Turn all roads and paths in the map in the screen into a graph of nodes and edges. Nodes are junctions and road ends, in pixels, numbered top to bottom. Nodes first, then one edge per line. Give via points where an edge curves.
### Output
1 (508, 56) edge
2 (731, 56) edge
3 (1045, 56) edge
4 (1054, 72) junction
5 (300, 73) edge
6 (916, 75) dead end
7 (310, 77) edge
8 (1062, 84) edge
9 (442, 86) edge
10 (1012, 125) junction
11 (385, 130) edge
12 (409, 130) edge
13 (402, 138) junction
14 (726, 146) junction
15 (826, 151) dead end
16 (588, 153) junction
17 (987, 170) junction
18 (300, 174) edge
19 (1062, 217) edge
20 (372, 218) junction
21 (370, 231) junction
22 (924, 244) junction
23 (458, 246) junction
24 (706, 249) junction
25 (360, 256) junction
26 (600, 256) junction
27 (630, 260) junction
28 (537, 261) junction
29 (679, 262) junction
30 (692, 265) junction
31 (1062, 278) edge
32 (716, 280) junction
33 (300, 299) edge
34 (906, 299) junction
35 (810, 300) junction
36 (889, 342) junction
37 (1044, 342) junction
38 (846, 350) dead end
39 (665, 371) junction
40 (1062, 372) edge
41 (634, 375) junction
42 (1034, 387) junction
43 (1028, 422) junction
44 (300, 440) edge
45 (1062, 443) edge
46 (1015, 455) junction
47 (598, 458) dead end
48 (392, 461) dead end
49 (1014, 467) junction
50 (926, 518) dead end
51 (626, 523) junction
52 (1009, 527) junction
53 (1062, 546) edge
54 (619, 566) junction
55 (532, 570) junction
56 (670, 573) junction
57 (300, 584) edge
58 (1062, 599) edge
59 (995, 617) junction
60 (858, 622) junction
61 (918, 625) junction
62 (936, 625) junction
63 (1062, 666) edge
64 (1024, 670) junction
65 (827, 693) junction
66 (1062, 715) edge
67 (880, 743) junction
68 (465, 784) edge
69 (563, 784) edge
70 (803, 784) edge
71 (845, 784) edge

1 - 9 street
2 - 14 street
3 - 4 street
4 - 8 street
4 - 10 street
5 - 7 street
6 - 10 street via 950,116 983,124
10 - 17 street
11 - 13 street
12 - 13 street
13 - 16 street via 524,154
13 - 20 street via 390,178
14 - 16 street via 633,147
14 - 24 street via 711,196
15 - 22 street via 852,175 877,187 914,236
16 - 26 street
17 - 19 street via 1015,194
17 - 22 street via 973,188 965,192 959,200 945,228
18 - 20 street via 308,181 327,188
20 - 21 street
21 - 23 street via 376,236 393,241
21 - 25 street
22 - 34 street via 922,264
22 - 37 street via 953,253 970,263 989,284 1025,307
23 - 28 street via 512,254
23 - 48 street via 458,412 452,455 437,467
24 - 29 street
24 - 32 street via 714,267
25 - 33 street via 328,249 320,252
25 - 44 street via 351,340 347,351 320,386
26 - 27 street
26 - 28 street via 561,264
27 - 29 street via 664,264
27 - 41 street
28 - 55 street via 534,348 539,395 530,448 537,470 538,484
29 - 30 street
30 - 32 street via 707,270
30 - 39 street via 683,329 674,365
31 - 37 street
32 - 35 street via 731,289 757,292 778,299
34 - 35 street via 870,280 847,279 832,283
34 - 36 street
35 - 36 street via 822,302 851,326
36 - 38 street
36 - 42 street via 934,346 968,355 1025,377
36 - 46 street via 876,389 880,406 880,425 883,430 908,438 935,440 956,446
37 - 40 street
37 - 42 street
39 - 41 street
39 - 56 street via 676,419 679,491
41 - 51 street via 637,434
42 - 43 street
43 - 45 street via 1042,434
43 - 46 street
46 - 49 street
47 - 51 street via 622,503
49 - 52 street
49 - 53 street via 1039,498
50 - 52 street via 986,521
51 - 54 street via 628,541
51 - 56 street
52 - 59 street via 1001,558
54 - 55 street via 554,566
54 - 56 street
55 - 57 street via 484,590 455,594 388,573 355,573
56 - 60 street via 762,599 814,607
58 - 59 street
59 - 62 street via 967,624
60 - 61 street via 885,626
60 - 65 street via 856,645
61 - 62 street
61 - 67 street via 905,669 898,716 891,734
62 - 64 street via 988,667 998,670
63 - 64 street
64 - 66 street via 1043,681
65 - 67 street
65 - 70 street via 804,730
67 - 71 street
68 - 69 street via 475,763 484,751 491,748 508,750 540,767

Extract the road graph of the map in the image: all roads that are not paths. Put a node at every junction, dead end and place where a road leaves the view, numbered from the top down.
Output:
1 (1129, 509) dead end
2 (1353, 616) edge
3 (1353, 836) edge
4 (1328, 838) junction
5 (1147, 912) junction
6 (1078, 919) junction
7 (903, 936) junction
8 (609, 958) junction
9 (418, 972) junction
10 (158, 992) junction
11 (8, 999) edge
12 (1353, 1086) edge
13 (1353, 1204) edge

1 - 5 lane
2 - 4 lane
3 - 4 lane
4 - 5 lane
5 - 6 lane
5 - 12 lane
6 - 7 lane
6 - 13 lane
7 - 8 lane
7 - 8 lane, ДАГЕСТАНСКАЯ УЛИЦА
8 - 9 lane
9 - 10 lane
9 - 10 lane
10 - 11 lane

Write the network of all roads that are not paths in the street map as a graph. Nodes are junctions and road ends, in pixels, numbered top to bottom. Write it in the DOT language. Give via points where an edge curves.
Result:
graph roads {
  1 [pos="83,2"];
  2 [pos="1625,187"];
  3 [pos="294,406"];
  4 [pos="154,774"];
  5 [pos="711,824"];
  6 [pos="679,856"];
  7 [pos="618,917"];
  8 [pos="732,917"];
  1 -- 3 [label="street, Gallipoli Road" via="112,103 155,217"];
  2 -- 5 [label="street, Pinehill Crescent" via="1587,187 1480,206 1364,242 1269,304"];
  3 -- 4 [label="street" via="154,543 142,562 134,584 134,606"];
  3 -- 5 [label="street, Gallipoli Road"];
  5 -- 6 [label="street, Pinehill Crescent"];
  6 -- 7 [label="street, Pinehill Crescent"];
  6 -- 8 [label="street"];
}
◇ ◇ ◇ ◇
◆ Required work: Reply with nothing except the number of lines in the listing above that include the string "paths".

◆ Answer below: 3